VISTO DALLA PIAZZA

CHI LA VUOLE COTTA E CHI LA VUOLE CRUDA!

La bistecca è la stessa, ma c'è sempre chi la vuole più cotta e chi meno cotta. Qui però non dovrebbe essere questione di gusto o di palato, qui la cosa dovrebbe essere oggettiva, vale a dire giudicata con lo stesso metro, ma non è così. Ci riferiamo al modo di procedere nelle vaccinazioni al palazzetto dello sport di Ischia. In moltissimi ne parlano in maniera entusiastica, non se lo sarebbero mai aspettato. Dicono che il servizio all'interno del palazzetto funziona benissimo e che medici e paramedici sono di una gentilezza mai riscontrata prima. Forse fuori dal palazzetto c'è qualcosa che non va, ma non ascrivibile all'ASL. Poi c'è chi dissente e nello  stesso giorno, nella stessa ora, riportano di cose che non vanno nell'accoglienza e nel modo di essere ricevuti dai medici ed infermieri. Qualcosa non mi quadra. E' vero che non è raro vedere che piove col sole, ma non mi sembra che il caso sia paragonabile.

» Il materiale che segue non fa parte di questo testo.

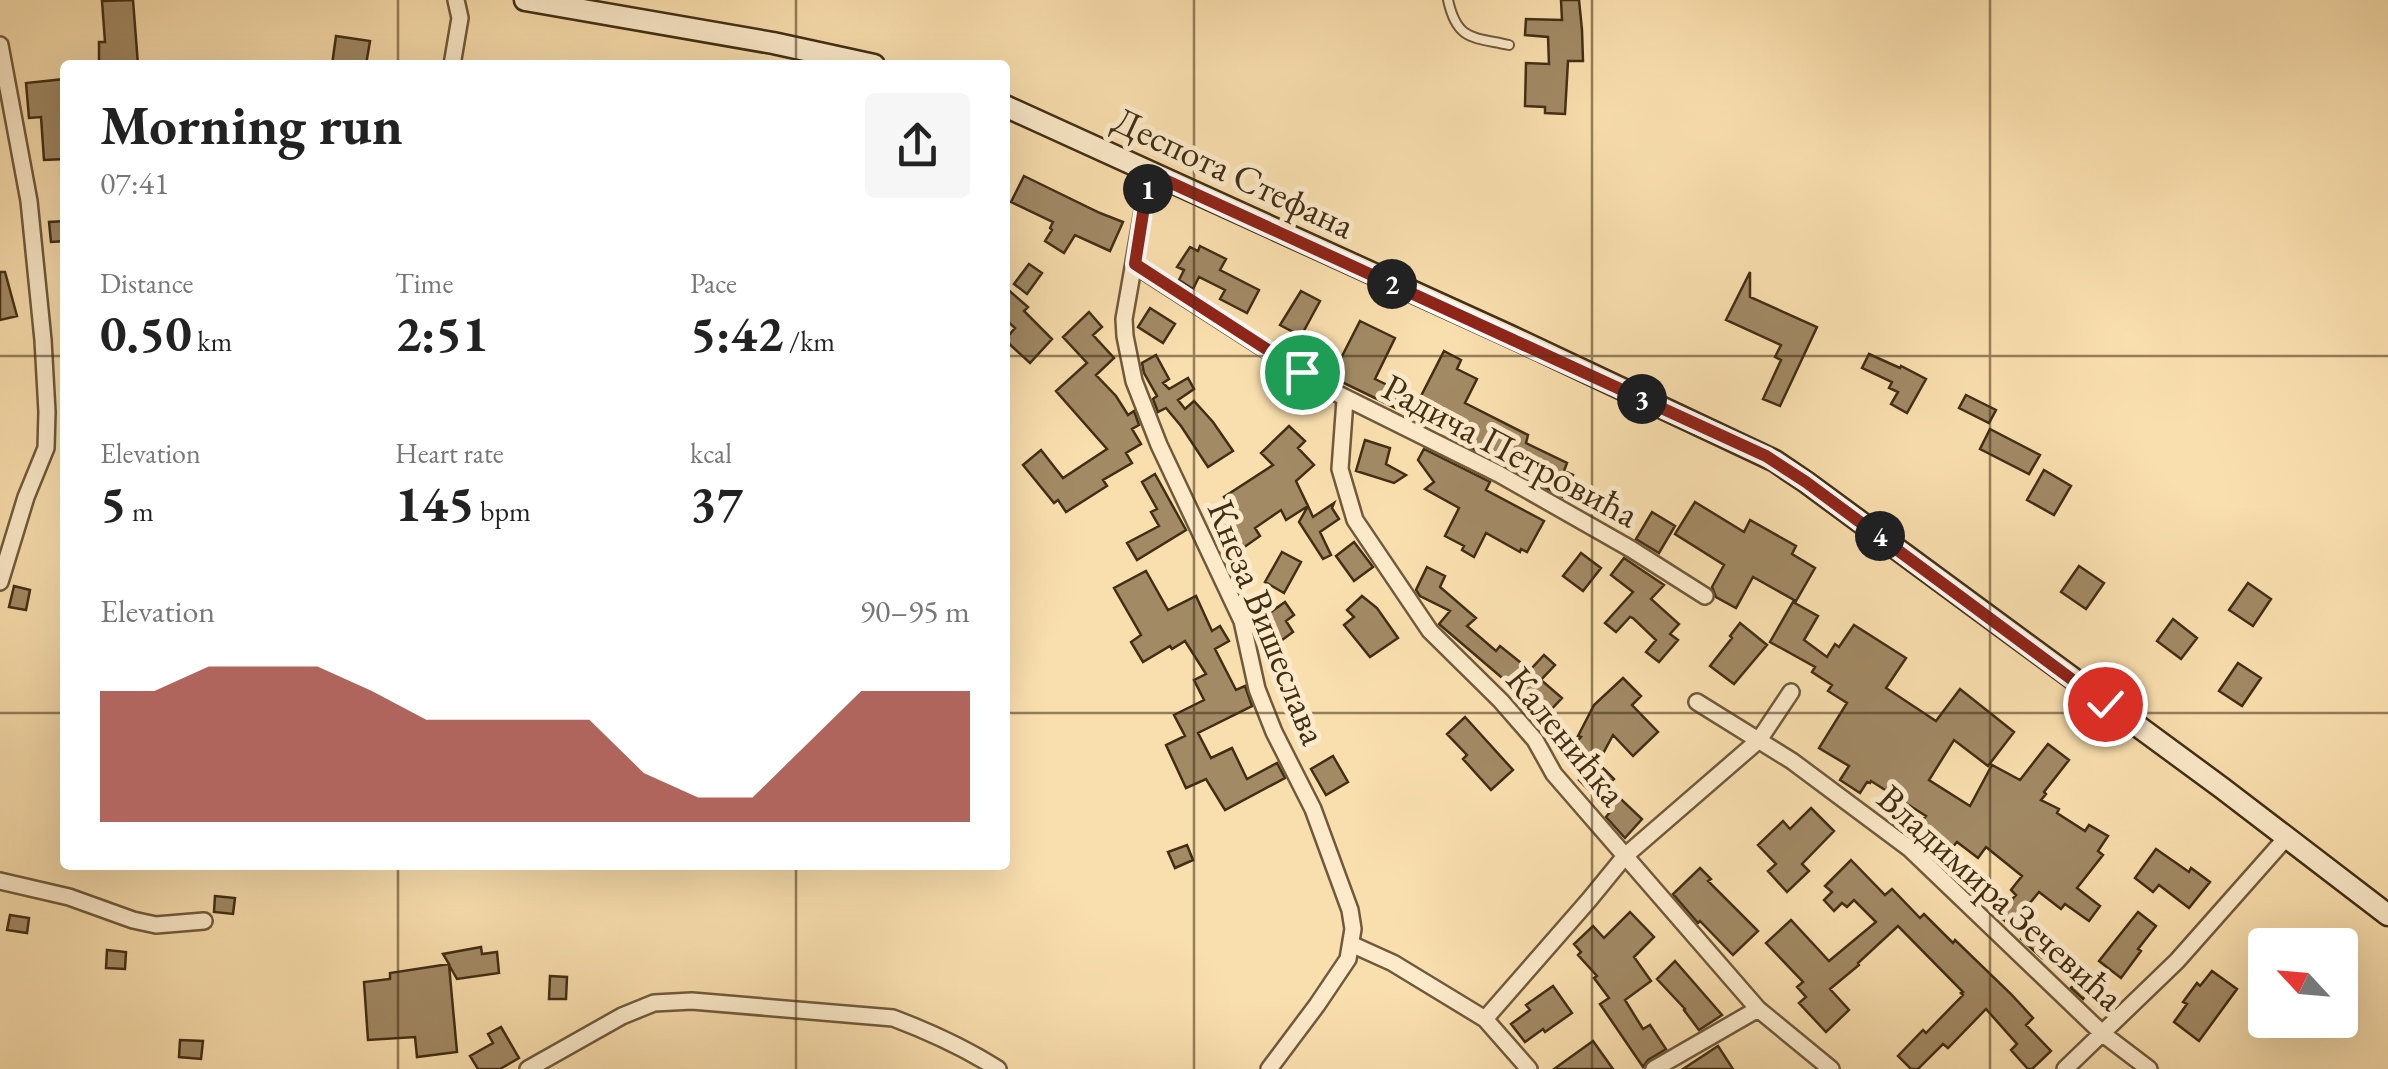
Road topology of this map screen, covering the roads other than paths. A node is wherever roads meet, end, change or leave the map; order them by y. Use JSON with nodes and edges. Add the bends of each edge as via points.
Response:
{"nodes":[{"id":1,"x":456,"y":0,"type":"edge"},
{"id":2,"x":525,"y":0,"type":"edge"},
{"id":3,"x":1448,"y":0,"type":"edge"},
{"id":4,"x":0,"y":45,"type":"edge"},
{"id":5,"x":1509,"y":45,"type":"dead end"},
{"id":6,"x":453,"y":60,"type":"edge"},
{"id":7,"x":851,"y":60,"type":"edge"},
{"id":8,"x":1010,"y":108,"type":"edge"},
{"id":9,"x":1154,"y":175,"type":"junction"},
{"id":10,"x":1135,"y":264,"type":"junction"},
{"id":11,"x":1345,"y":400,"type":"junction"},
{"id":12,"x":0,"y":582,"type":"edge"},
{"id":13,"x":1705,"y":596,"type":"dead end"},
{"id":14,"x":1791,"y":692,"type":"dead end"},
{"id":15,"x":1697,"y":702,"type":"dead end"},
{"id":16,"x":1759,"y":740,"type":"junction"},
{"id":17,"x":2286,"y":838,"type":"junction"},
{"id":18,"x":1625,"y":856,"type":"junction"},
{"id":19,"x":0,"y":881,"type":"edge"},
{"id":20,"x":2388,"y":914,"type":"edge"},
{"id":21,"x":204,"y":921,"type":"dead end"},
{"id":22,"x":1351,"y":944,"type":"junction"},
{"id":23,"x":1758,"y":1009,"type":"junction"},
{"id":24,"x":1485,"y":1019,"type":"junction"},
{"id":25,"x":2102,"y":1034,"type":"junction"},
{"id":26,"x":528,"y":1069,"type":"edge"},
{"id":27,"x":998,"y":1069,"type":"edge"},
{"id":28,"x":1268,"y":1069,"type":"edge"},
{"id":29,"x":1529,"y":1069,"type":"edge"},
{"id":30,"x":1654,"y":1069,"type":"edge"},
{"id":31,"x":1831,"y":1069,"type":"edge"},
{"id":32,"x":2065,"y":1069,"type":"edge"},
{"id":33,"x":2149,"y":1069,"type":"edge"}],
"edges":[{"from":1,"to":6,"type":"street"},
{"from":2,"to":7,"type":"main road"},
{"from":3,"to":5,"type":"lane","via":[[1461,31]]},
{"from":4,"to":12,"type":"street","via":[[29,201],[47,412],[46,448]]},
{"from":8,"to":9,"type":"main road","name":"Деспота Стефана"},
{"from":9,"to":10,"type":"street","name":"Кнеза Вишеслава"},
{"from":9,"to":17,"type":"main road","name":"Деспота Стефана","via":[[1774,461]]},
{"from":10,"to":11,"type":"street","name":"Радича Петровића"},
{"from":10,"to":22,"type":"street","name":"Кнеза Вишеслава","via":[[1124,319],[1134,381],[1242,622],[1274,732],[1313,810],[1350,910]]},
{"from":11,"to":13,"type":"street","name":"Радича Петровића","via":[[1498,474]]},
{"from":11,"to":18,"type":"street","name":"Каленићка","via":[[1340,469],[1355,520],[1430,631],[1524,727],[1554,774]]},
{"from":14,"to":16,"type":"street"},
{"from":15,"to":16,"type":"street","name":"Владимира Зечевића"},
{"from":16,"to":18,"type":"street"},
{"from":16,"to":25,"type":"street","name":"Владимира Зечевића","via":[[1910,849]]},
{"from":17,"to":20,"type":"main road","name":"Деспота Стефана"},
{"from":17,"to":25,"type":"street"},
{"from":18,"to":23,"type":"street","name":"Каленићка"},
{"from":18,"to":24,"type":"street"},
{"from":19,"to":21,"type":"street","via":[[156,925]]},
{"from":22,"to":24,"type":"street"},
{"from":22,"to":28,"type":"street","via":[[1332,985]]},
{"from":23,"to":30,"type":"street"},
{"from":23,"to":31,"type":"street","name":"Каленићка"},
{"from":24,"to":29,"type":"street"},
{"from":25,"to":32,"type":"street"},
{"from":25,"to":33,"type":"street","name":"Владимира Зечевића"},
{"from":26,"to":27,"type":"street","via":[[654,1002],[692,1001],[893,1018]]}]}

Se medici e paramedici sono gentili, o lo sono con tutti e per tutti o non lo sono per nessuno. Non fanno mica il pari ed il dispari per vedere con chi essere in un modo e con chi comportarsi diversamente. la differenza quindi è del come si porge l'interlocutore. Mi è stato segnalato ad esempio che in molti attribuiscono al medico l'attribuzione di un vaccino anzichè un altro, ad capocchiam e non su scelta per la salute del paziente. Qualcuno dice che non vuole l'Astra-zeneca e va via imprecando, qualche altro vorrebbe addirittura qualche vaccino che ad Ischia non è ancora arrivato, qualche altro vorrebbe non firmare la liberatoria, ma riceverla dal medico che vaccina. Insomma, la confusione, se confusione si può definire, non è nello staff sanitario, ma nella nostra testa. In effetti molti di noi sono confusi, perchè prima della vaccinazione ci hanno fatto la testa così tramite i giornali, le trasmissioni televisive e radiofoniche. Professoroni che si contraddicono fra di loro e dei quali ognuno di noi sposa la causa a seconda della simpatia o meno che riscuote. La sensazione( solo sensazione perchè non siamo medici) è che probabilmente i vaccini si somigliano e farne uno anzichè un altro, a meno che non sia sconsigliato per patologie in qualcuno di noi, sia la stessa cosa.